O uso de inibidores da SGLT2 em pacientes com DM1 está associado a um risco significativamente aumentado de cetoacidose diabética, muitas vezes com níveis glicêmicos normais.
Os inibidores da SGLT2 revolucionaram o tratamento do DM2 devido aos benefícios cardiovasculares e renais. No entanto, no DM1, o balanço entre benefício e risco é desfavorável para a maioria. O mecanismo de ação é independente da insulina (bloqueio da reabsorção de glicose no túbulo proximal), o que ajuda no controle ponderal e pressórico, mas a modulação hormonal pró-cetogênica exige monitorização rigorosa de corpos cetônicos, algo impraticável para a população geral de diabéticos tipo 1.
Os inibidores da SGLT2 promovem glicosúria, o que leva a uma redução da glicemia e, consequentemente, a uma redução da dose de insulina exógena. No DM1, essa redução da insulina, somada ao aumento do glucagon (efeito direto do fármaco nas células alfa), altera a relação insulina/glucagon, estimulando a lipólise e a cetogênese hepática. Como a glicose continua sendo excretada na urina, o paciente pode desenvolver cetoacidose sem apresentar hiperglicemias marcantes.
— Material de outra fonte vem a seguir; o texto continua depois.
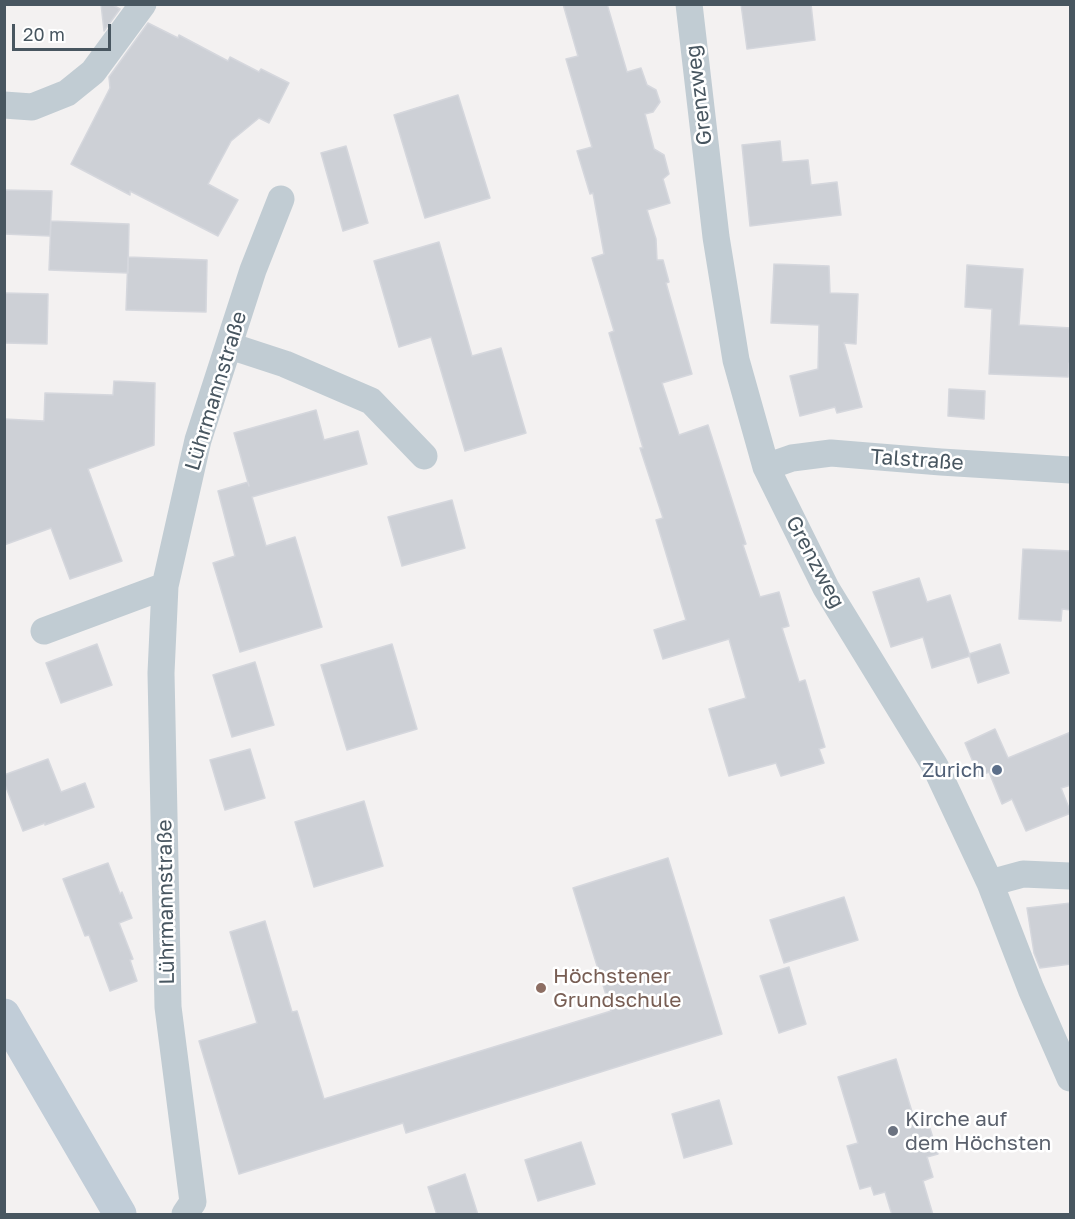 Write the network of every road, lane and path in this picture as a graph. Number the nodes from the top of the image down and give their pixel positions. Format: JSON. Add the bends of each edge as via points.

A cetoacidose euglicêmica é definida pela presença de acidose metabólica (pH < 7,3 e bicarbonato < 15 mEq/L) e cetonemia/cetonúria, mas com níveis de glicose plasmática normais ou apenas levemente elevados (geralmente < 250 mg/dL). É uma emergência médica perigosa porque o diagnóstico pode ser retardado devido à falta de hiperglicemia clássica, retardando o início da insulinoterapia e hidratação.
Embora alguns países tenham aprovado o uso adjuvante em casos selecionados, a maioria das diretrizes (como a da ADA e SBD) é cautelosa. O uso é contraindicado ou não recomendado para pacientes com DM1 com alto risco de cetose, usuários de bomba de insulina que frequentemente interrompem o fluxo, pacientes em dietas cetogênicas ou com consumo excessivo de álcool, devido ao risco desproporcional de cetoacidose.